In der Argumentation von Rupprath, der nach seiner Karriere 2011 ins RTL-„Dschungelcamp“ ging, blieb ebenfalls unerwähnt, dass die neue Generation des DSV mehr nationale Rekorde aufstellte als beispielsweise die Briten. Trotz der besseren Förderung. Der Daily Telegraph berichtete, dass man auf der Insel nach den Olympischen Spielen 2012 ein Förderungskonzept eingeführt hat, wonach rund 400 Millionen Euro in den Sport investiert wurden. Einzelne Athleten würden mit bis zu 75.000 Euro pro Jahr finanziert, ganz ohne private Sponsoren.

„Wenn die Gesellschaft den Leistungssport wirklich will, muss man die Förderungsmodalitäten so konzipieren, dass die Sportler ihre Leistung bringen können und nicht am Ende des Monats nur noch Nudeln mit Ketchup essen können“, sagt di Carli, der seit 2011 den deutschen Rekord über 100 Meter Freistil hält.

Für Politik und Gesellschaft stellt sich hingegen die Frage, ob sich die in den Leistungssport investierten Steuergelder überhaupt noch lohnen bei all dem, was man von den Schwimmern und ihren Misserfolgen in den vergangenen Jahren so sehe.

Aufwärtstrend dank junger Talente

Wirft man allerdings einen Blick auf das aktuelle Geschehen, auf den Nachwuchs und auf die Nationalmannschaft sieht es anders aus. Der Aufwärtstrend im DSV ist unverkennbar. Das liegt auch an frischem Wind in der Führungsetage: Nachdem Bundestrainer Henning Lambertz im November zurückgetreten war, übernahmen Wellbrocks Trainer Bernd Berkhahn und Hannes Vitense vorläufig den Job.
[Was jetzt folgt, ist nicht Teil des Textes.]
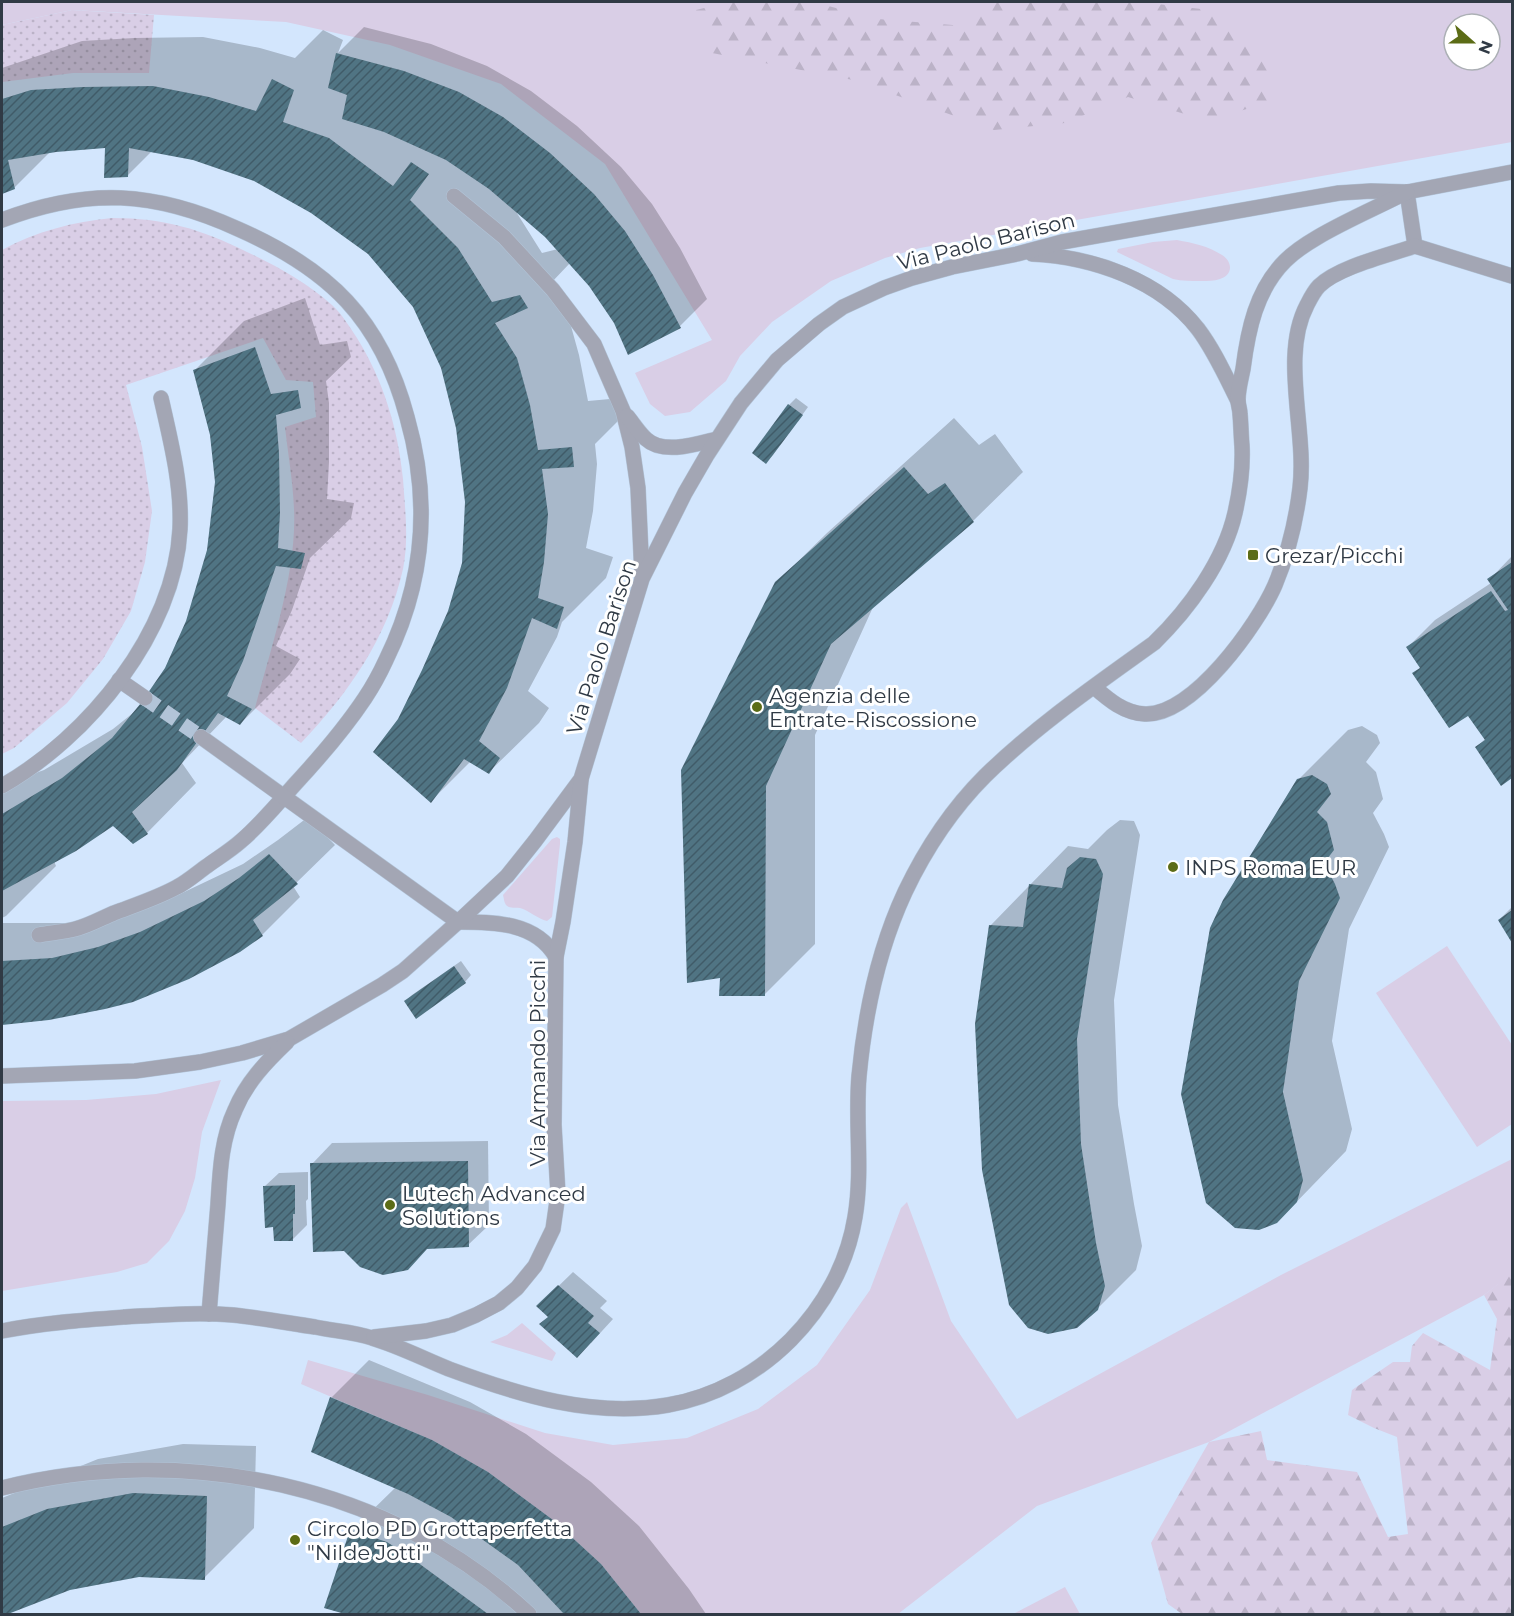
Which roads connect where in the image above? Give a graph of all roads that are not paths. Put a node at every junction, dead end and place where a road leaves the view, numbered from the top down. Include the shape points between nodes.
1 (1512, 172) edge
2 (1407, 192) junction
3 (454, 196) dead end
4 (2, 220) edge
5 (1415, 246) junction
6 (1017, 254) junction
7 (1512, 276) edge
8 (161, 398) dead end
9 (1238, 401) junction
10 (623, 411) junction
11 (717, 439) junction
12 (642, 579) junction
13 (119, 681) junction
14 (1094, 687) junction
15 (145, 698) tunnel mouth
16 (201, 737) tunnel mouth
17 (581, 779) junction
18 (2, 786) edge
19 (284, 797) junction
20 (458, 922) junction
21 (39, 935) dead end
22 (556, 957) junction
23 (289, 1040) junction
24 (2, 1076) edge
25 (208, 1314) junction
26 (2, 1331) edge
27 (371, 1337) junction
28 (2, 1488) edge
29 (529, 1614) edge

1 - 2 street
2 - 5 street
2 - 6 street, Via Paolo Barison via 1339,193 1062,242
2 - 9 street via 1297,250 1271,278 1252,318
3 - 10 street via 504,237 553,290 594,344
4 - 19 street via 69,200 126,197 181,207 229,225 286,254 343,296 362,318 389,366 406,411 419,468 422,527 414,583 394,645 376,680 344,728
5 - 7 street
5 - 14 street via 1368,261 1320,285 1300,320 1294,362 1301,438 1300,488 1291,538 1265,604 1234,649 1201,685 1174,707 1162,711 1133,712
6 - 9 street via 1087,262 1142,282 1167,299 1198,330
6 - 11 street, Via Paolo Barison via 912,278 843,307 777,360
8 - 13 street via 177,477 178,544 167,592 151,631
9 - 14 street via 1242,460 1236,506 1228,535 1209,575 1168,630
10 - 11 street via 647,441 657,444 686,446
10 - 12 street via 638,488
11 - 12 street, Via Paolo Barison
12 - 17 street, Via Paolo Barison
13 - 15 street
13 - 18 street via 73,731
14 - 27 street via 983,778 943,828 905,892 870,995 859,1076 858,1194 851,1239 826,1295 805,1325 776,1355 731,1384 697,1398 661,1406 605,1408 525,1394
16 - 19 street
17 - 20 street, Via Paolo Barison via 513,869
17 - 22 street, Via Armando Picchi
19 - 20 street
19 - 21 street via 241,841 177,887 77,928
20 - 22 street via 504,923 527,931 545,942
20 - 23 street, Via Paolo Barison via 403,971
22 - 27 street, Via Armando Picchi via 554,1125 558,1194 553,1229 540,1257 511,1293 468,1319 426,1332
23 - 24 street, Via Paolo Barison via 200,1062 135,1071
23 - 25 street via 253,1079 234,1110 226,1136
25 - 26 street via 101,1319
25 - 27 street via 275,1320
28 - 29 street via 113,1470 200,1471 275,1482 350,1505 401,1526 472,1568

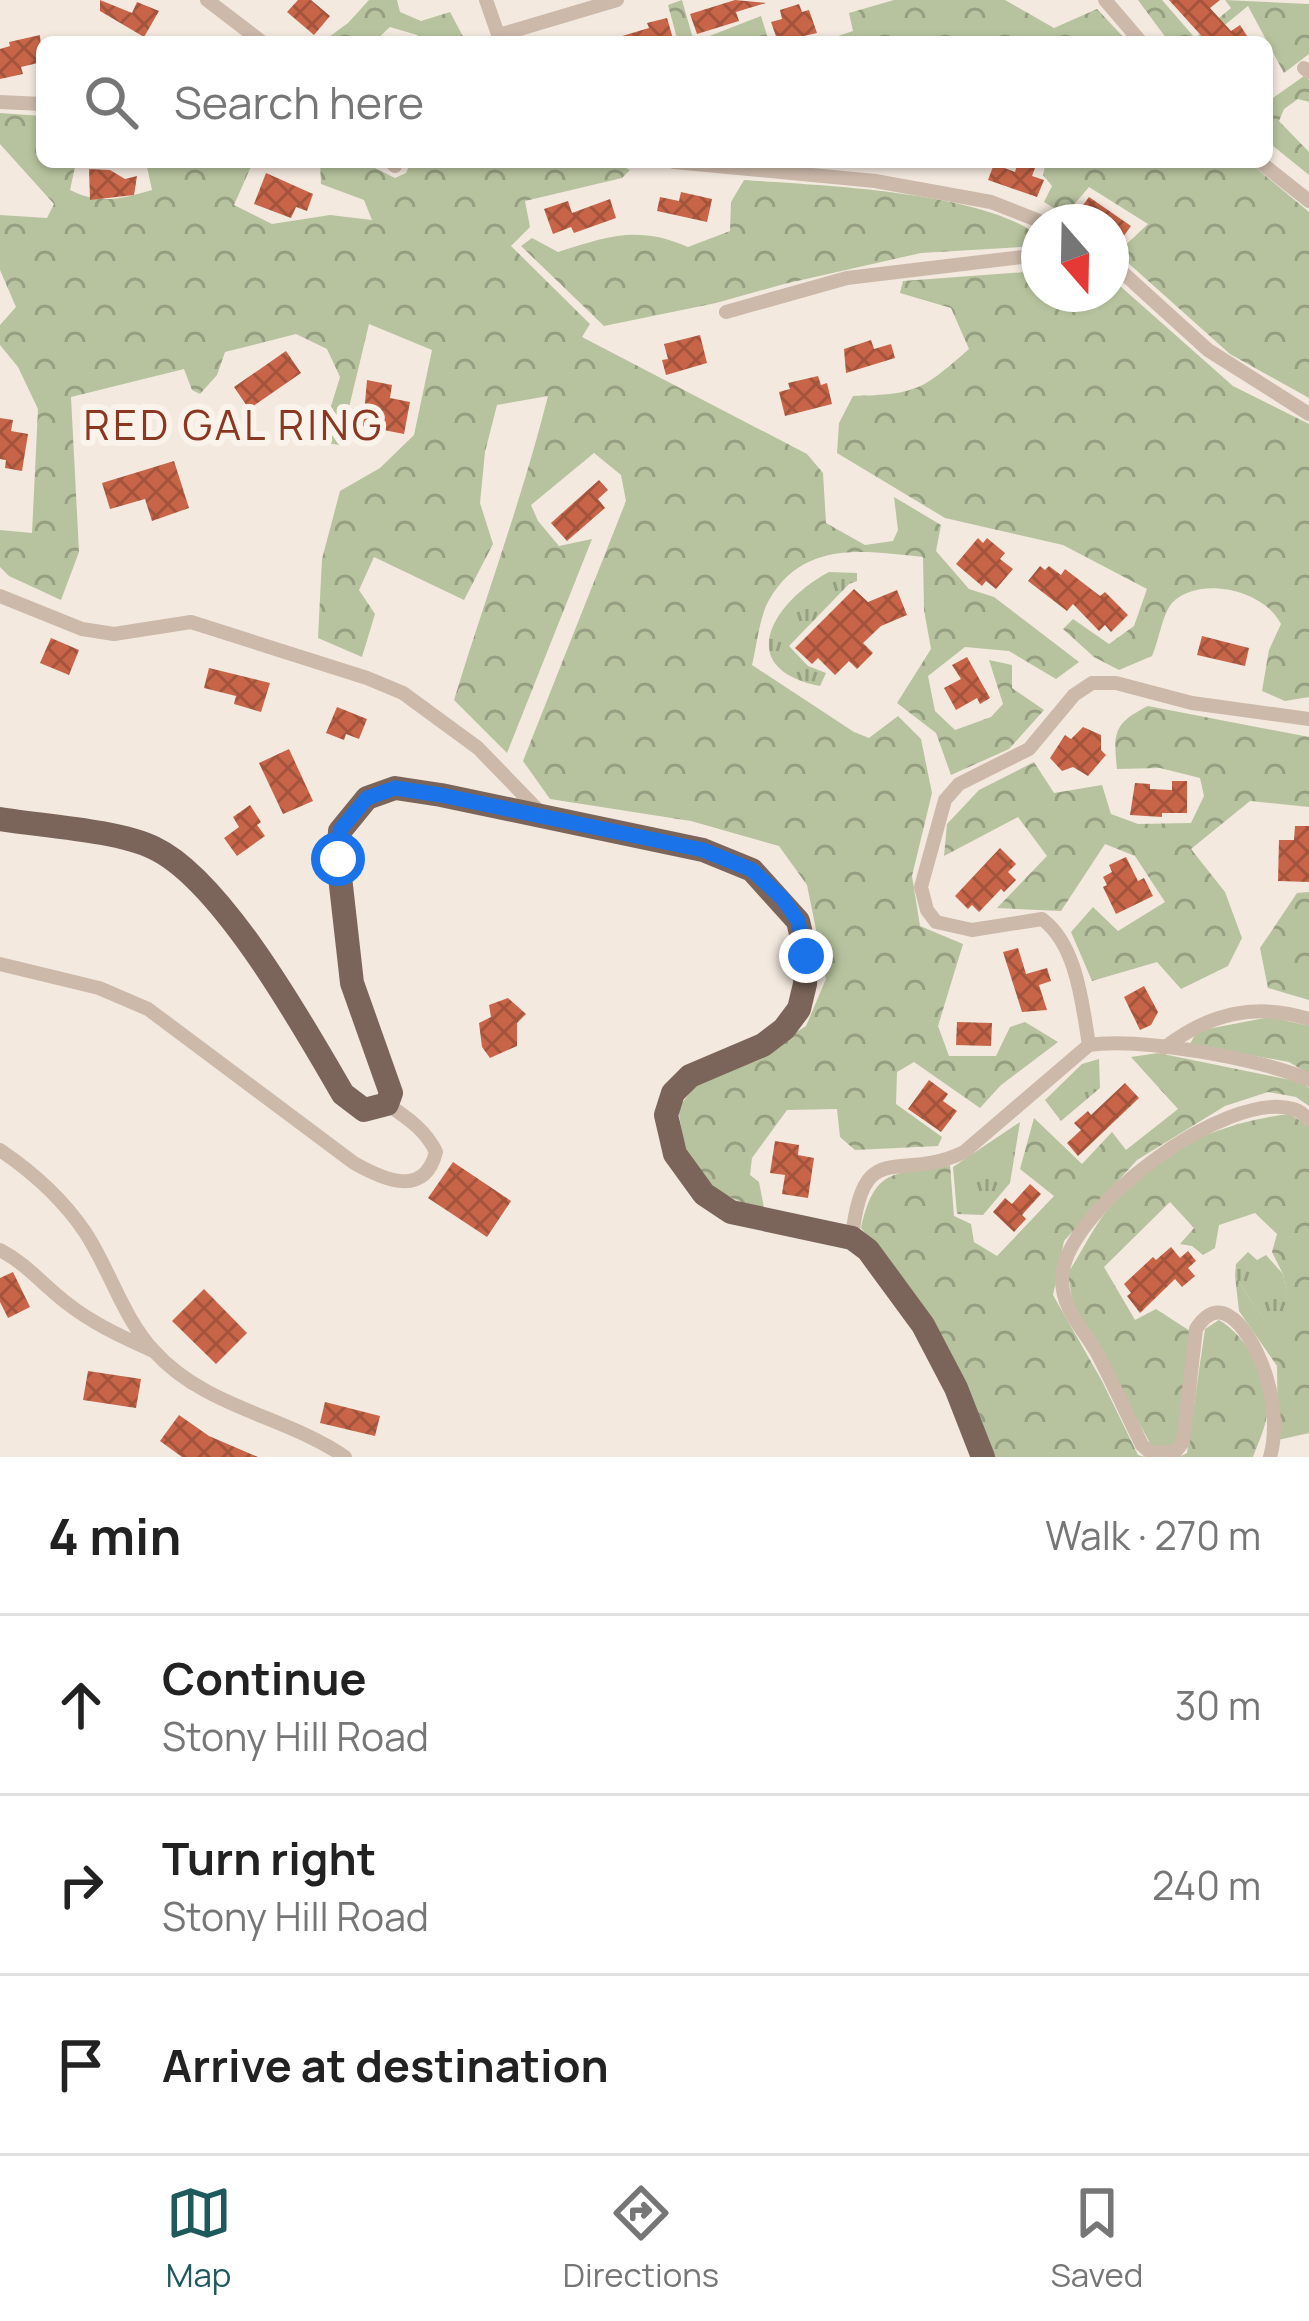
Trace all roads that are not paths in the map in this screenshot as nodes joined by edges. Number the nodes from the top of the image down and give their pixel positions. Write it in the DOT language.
graph roads {
  1 [pos="207,0"];
  2 [pos="486,0"];
  3 [pos="617,0"];
  4 [pos="1105,0"];
  5 [pos="254,36"];
  6 [pos="499,36"];
  7 [pos="509,36"];
  8 [pos="1136,36"];
  9 [pos="0,102"];
  10 [pos="36,104"];
  11 [pos="737,168"];
  12 [pos="1268,168"];
  13 [pos="1309,201"];
  14 [pos="1021,214"];
  15 [pos="1021,257"];
  16 [pos="1129,278"];
  17 [pos="726,312"];
  18 [pos="1309,414"];
  19 [pos="0,596"];
  20 [pos="1309,719"];
  21 [pos="0,819"];
  22 [pos="547,819"];
  23 [pos="0,964"];
  24 [pos="1309,1018"];
  25 [pos="1089,1045"];
  26 [pos="1164,1048"];
  27 [pos="1309,1080"];
  28 [pos="387,1103"];
  29 [pos="1309,1118"];
  30 [pos="0,1150"];
  31 [pos="852,1238"];
  32 [pos="0,1250"];
  33 [pos="153,1351"];
  34 [pos="346,1457"];
  35 [pos="983,1457"];
  36 [pos="1270,1457"];
  1 -- 5 [label="street"];
  2 -- 6 [label="street"];
  3 -- 7 [label="street"];
  4 -- 8 [label="street"];
  9 -- 10 [label="street"];
  11 -- 14 [label="street"];
  12 -- 13 [label="street"];
  15 -- 17 [label="street"];
  16 -- 18 [label="street"];
  19 -- 22 [label="street"];
  20 -- 25 [label="street"];
  21 -- 28 [label="main road"];
  22 -- 28 [label="main road"];
  22 -- 31 [label="main road"];
  23 -- 28 [label="street"];
  24 -- 26 [label="street"];
  25 -- 26 [label="street"];
  25 -- 31 [label="street"];
  26 -- 27 [label="street"];
  29 -- 36 [label="street"];
  30 -- 33 [label="street"];
  31 -- 35 [label="main road"];
  32 -- 33 [label="street"];
  33 -- 34 [label="street"];
}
Sogar der ­ehemals gefeuerte Frank Embacher ist derzeit bei der WM wieder im Dienst.

taz am wochenende

Dieser Text stammt aus der taz am wochenende. Immer ab Samstag am Kiosk, im eKiosk oder gleich im praktischen Wochenendabo. Und bei Facebook und Twitter.

Der Aufwärtstrend ist aber auch Talenten wie Luca Armbruster oder Isabel Gose geschuldet. Bei den Junioreneuropameisterschaften im russischen Kasan fielen sie jüngst mit einigen deutschen Rekorden auf. Und mit Schwimmern wie David Thomasberger und der WM-Dritten im Freiwasser, Leonie Beck, sind noch mehr auf dem Sprung an die Weltspitze.

Dorthin, wo sich Florian Well­brock bereits mit Bravour behauptet. „Gut aufgestellt“ sieht er die Nationalmannschaft. Zeit und Geduld seien dabei die­ Devise. Wellbrock hat diese Gelassenheit, mit der er auch eine Dopingprobe über sich ergehen lässt, obwohl er längst bei seiner Verabredung in einem Kreuzberger Restaurant sein müsste.